[The input — start]
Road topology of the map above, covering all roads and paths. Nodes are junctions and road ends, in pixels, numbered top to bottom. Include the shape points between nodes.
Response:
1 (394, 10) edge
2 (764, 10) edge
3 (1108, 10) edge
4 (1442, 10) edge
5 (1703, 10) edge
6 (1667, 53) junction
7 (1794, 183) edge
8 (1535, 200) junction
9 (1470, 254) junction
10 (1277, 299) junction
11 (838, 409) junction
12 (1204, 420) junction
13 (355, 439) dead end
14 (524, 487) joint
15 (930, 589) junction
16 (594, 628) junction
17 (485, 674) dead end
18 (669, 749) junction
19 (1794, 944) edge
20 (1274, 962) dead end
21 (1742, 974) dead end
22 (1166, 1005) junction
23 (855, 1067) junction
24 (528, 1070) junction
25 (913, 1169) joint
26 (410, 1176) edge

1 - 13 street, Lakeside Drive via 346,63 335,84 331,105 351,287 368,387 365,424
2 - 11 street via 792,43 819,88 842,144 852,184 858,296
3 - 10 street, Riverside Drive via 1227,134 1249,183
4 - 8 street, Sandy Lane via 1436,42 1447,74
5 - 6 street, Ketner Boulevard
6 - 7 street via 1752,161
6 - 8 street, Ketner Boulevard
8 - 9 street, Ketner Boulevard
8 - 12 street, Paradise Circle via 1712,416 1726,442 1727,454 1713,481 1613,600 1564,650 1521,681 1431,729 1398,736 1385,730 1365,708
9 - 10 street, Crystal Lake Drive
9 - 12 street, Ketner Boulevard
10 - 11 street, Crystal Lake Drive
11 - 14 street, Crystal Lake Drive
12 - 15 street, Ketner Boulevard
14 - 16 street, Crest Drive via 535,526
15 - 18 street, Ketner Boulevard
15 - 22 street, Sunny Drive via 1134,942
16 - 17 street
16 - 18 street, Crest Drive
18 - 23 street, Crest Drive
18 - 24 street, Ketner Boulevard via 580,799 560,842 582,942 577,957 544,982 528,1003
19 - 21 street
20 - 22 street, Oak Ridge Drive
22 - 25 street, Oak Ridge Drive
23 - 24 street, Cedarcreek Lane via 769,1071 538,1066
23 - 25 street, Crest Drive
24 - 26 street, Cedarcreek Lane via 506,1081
[The input — finish]
Lines holding the word "dead" in the entries above are the ones to pull out. Copy them all.

13 (355, 439) dead end
17 (485, 674) dead end
20 (1274, 962) dead end
21 (1742, 974) dead end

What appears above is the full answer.